Activity:
Every line of the material is to be set down again without any change.
==== Material for this exercise ====
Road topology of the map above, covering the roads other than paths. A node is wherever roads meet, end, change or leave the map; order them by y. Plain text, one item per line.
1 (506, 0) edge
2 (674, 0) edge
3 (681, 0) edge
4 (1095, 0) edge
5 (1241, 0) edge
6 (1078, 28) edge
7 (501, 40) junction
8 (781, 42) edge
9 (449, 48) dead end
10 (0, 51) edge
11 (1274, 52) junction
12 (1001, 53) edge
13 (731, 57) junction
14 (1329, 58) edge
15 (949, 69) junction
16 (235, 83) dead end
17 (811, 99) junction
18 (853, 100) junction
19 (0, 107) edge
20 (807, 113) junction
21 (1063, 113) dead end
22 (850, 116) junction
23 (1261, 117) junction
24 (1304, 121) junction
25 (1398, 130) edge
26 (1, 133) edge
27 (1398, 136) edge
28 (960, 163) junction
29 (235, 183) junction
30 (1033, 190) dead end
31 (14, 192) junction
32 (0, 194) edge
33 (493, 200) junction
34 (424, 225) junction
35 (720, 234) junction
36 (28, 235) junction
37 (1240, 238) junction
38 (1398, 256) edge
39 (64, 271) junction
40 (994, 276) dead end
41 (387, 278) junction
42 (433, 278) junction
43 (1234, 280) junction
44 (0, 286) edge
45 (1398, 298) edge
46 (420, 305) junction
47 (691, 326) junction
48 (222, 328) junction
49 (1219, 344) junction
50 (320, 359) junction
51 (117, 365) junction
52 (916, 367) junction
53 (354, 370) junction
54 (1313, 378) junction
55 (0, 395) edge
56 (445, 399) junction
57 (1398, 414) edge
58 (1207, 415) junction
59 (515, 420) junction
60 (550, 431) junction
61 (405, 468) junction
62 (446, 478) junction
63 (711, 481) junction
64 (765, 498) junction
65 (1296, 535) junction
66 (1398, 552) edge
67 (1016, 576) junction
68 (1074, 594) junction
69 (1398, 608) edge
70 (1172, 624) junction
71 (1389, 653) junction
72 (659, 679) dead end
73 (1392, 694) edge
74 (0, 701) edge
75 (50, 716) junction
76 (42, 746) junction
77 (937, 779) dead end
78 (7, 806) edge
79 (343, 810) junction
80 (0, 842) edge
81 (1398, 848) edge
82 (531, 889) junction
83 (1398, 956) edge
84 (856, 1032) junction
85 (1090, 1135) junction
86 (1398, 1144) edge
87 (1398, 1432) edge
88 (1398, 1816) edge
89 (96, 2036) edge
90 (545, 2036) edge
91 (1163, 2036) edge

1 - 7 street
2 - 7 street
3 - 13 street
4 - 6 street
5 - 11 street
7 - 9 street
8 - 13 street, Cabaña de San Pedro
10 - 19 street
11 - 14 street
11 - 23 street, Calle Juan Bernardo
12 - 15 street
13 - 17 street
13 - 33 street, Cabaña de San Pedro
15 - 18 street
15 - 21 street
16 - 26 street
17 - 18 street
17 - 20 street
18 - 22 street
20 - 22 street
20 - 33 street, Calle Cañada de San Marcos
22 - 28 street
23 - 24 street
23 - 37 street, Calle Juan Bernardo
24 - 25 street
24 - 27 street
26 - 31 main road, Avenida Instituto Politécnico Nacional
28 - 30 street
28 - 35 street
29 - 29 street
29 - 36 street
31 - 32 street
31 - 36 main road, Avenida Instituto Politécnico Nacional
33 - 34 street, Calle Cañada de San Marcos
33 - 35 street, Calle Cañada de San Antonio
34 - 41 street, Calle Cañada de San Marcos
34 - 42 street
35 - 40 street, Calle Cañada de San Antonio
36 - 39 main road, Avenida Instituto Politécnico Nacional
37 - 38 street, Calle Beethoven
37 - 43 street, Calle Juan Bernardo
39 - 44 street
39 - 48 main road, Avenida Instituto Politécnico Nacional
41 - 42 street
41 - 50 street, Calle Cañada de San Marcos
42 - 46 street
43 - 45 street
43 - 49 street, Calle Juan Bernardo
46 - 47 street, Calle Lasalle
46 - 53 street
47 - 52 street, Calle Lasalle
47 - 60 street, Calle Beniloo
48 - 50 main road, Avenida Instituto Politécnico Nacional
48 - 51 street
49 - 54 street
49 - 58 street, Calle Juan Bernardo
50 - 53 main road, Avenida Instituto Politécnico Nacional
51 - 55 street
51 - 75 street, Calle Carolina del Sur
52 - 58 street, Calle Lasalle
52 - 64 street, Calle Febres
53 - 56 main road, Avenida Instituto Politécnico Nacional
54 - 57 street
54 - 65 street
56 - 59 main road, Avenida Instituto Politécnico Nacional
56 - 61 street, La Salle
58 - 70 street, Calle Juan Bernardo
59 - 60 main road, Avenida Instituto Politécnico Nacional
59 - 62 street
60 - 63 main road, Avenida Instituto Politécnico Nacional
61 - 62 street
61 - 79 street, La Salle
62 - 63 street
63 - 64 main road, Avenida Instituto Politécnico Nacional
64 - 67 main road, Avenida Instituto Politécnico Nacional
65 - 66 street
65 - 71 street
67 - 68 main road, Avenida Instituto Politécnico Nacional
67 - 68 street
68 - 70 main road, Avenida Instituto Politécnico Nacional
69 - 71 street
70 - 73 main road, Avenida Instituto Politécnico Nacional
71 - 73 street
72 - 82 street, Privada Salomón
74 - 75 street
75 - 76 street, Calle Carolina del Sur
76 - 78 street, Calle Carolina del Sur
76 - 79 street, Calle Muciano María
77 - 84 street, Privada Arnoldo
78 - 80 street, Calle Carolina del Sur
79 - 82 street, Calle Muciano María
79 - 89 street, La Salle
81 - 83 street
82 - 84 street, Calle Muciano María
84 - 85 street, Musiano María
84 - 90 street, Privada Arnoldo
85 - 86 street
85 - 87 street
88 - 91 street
====
Expected answer:
Road topology of the map above, covering the roads other than paths. A node is wherever roads meet, end, change or leave the map; order them by y. Plain text, one item per line.
1 (506, 0) edge
2 (674, 0) edge
3 (681, 0) edge
4 (1095, 0) edge
5 (1241, 0) edge
6 (1078, 28) edge
7 (501, 40) junction
8 (781, 42) edge
9 (449, 48) dead end
10 (0, 51) edge
11 (1274, 52) junction
12 (1001, 53) edge
13 (731, 57) junction
14 (1329, 58) edge
15 (949, 69) junction
16 (235, 83) dead end
17 (811, 99) junction
18 (853, 100) junction
19 (0, 107) edge
20 (807, 113) junction
21 (1063, 113) dead end
22 (850, 116) junction
23 (1261, 117) junction
24 (1304, 121) junction
25 (1398, 130) edge
26 (1, 133) edge
27 (1398, 136) edge
28 (960, 163) junction
29 (235, 183) junction
30 (1033, 190) dead end
31 (14, 192) junction
32 (0, 194) edge
33 (493, 200) junction
34 (424, 225) junction
35 (720, 234) junction
36 (28, 235) junction
37 (1240, 238) junction
38 (1398, 256) edge
39 (64, 271) junction
40 (994, 276) dead end
41 (387, 278) junction
42 (433, 278) junction
43 (1234, 280) junction
44 (0, 286) edge
45 (1398, 298) edge
46 (420, 305) junction
47 (691, 326) junction
48 (222, 328) junction
49 (1219, 344) junction
50 (320, 359) junction
51 (117, 365) junction
52 (916, 367) junction
53 (354, 370) junction
54 (1313, 378) junction
55 (0, 395) edge
56 (445, 399) junction
57 (1398, 414) edge
58 (1207, 415) junction
59 (515, 420) junction
60 (550, 431) junction
61 (405, 468) junction
62 (446, 478) junction
63 (711, 481) junction
64 (765, 498) junction
65 (1296, 535) junction
66 (1398, 552) edge
67 (1016, 576) junction
68 (1074, 594) junction
69 (1398, 608) edge
70 (1172, 624) junction
71 (1389, 653) junction
72 (659, 679) dead end
73 (1392, 694) edge
74 (0, 701) edge
75 (50, 716) junction
76 (42, 746) junction
77 (937, 779) dead end
78 (7, 806) edge
79 (343, 810) junction
80 (0, 842) edge
81 (1398, 848) edge
82 (531, 889) junction
83 (1398, 956) edge
84 (856, 1032) junction
85 (1090, 1135) junction
86 (1398, 1144) edge
87 (1398, 1432) edge
88 (1398, 1816) edge
89 (96, 2036) edge
90 (545, 2036) edge
91 (1163, 2036) edge

1 - 7 street
2 - 7 street
3 - 13 street
4 - 6 street
5 - 11 street
7 - 9 street
8 - 13 street, Cabaña de San Pedro
10 - 19 street
11 - 14 street
11 - 23 street, Calle Juan Bernardo
12 - 15 street
13 - 17 street
13 - 33 street, Cabaña de San Pedro
15 - 18 street
15 - 21 street
16 - 26 street
17 - 18 street
17 - 20 street
18 - 22 street
20 - 22 street
20 - 33 street, Calle Cañada de San Marcos
22 - 28 street
23 - 24 street
23 - 37 street, Calle Juan Bernardo
24 - 25 street
24 - 27 street
26 - 31 main road, Avenida Instituto Politécnico Nacional
28 - 30 street
28 - 35 street
29 - 29 street
29 - 36 street
31 - 32 street
31 - 36 main road, Avenida Instituto Politécnico Nacional
33 - 34 street, Calle Cañada de San Marcos
33 - 35 street, Calle Cañada de San Antonio
34 - 41 street, Calle Cañada de San Marcos
34 - 42 street
35 - 40 street, Calle Cañada de San Antonio
36 - 39 main road, Avenida Instituto Politécnico Nacional
37 - 38 street, Calle Beethoven
37 - 43 street, Calle Juan Bernardo
39 - 44 street
39 - 48 main road, Avenida Instituto Politécnico Nacional
41 - 42 street
41 - 50 street, Calle Cañada de San Marcos
42 - 46 street
43 - 45 street
43 - 49 street, Calle Juan Bernardo
46 - 47 street, Calle Lasalle
46 - 53 street
47 - 52 street, Calle Lasalle
47 - 60 street, Calle Beniloo
48 - 50 main road, Avenida Instituto Politécnico Nacional
48 - 51 street
49 - 54 street
49 - 58 street, Calle Juan Bernardo
50 - 53 main road, Avenida Instituto Politécnico Nacional
51 - 55 street
51 - 75 street, Calle Carolina del Sur
52 - 58 street, Calle Lasalle
52 - 64 street, Calle Febres
53 - 56 main road, Avenida Instituto Politécnico Nacional
54 - 57 street
54 - 65 street
56 - 59 main road, Avenida Instituto Politécnico Nacional
56 - 61 street, La Salle
58 - 70 street, Calle Juan Bernardo
59 - 60 main road, Avenida Instituto Politécnico Nacional
59 - 62 street
60 - 63 main road, Avenida Instituto Politécnico Nacional
61 - 62 street
61 - 79 street, La Salle
62 - 63 street
63 - 64 main road, Avenida Instituto Politécnico Nacional
64 - 67 main road, Avenida Instituto Politécnico Nacional
65 - 66 street
65 - 71 street
67 - 68 main road, Avenida Instituto Politécnico Nacional
67 - 68 street
68 - 70 main road, Avenida Instituto Politécnico Nacional
69 - 71 street
70 - 73 main road, Avenida Instituto Politécnico Nacional
71 - 73 street
72 - 82 street, Privada Salomón
74 - 75 street
75 - 76 street, Calle Carolina del Sur
76 - 78 street, Calle Carolina del Sur
76 - 79 street, Calle Muciano María
77 - 84 street, Privada Arnoldo
78 - 80 street, Calle Carolina del Sur
79 - 82 street, Calle Muciano María
79 - 89 street, La Salle
81 - 83 street
82 - 84 street, Calle Muciano María
84 - 85 street, Musiano María
84 - 90 street, Privada Arnoldo
85 - 86 street
85 - 87 street
88 - 91 street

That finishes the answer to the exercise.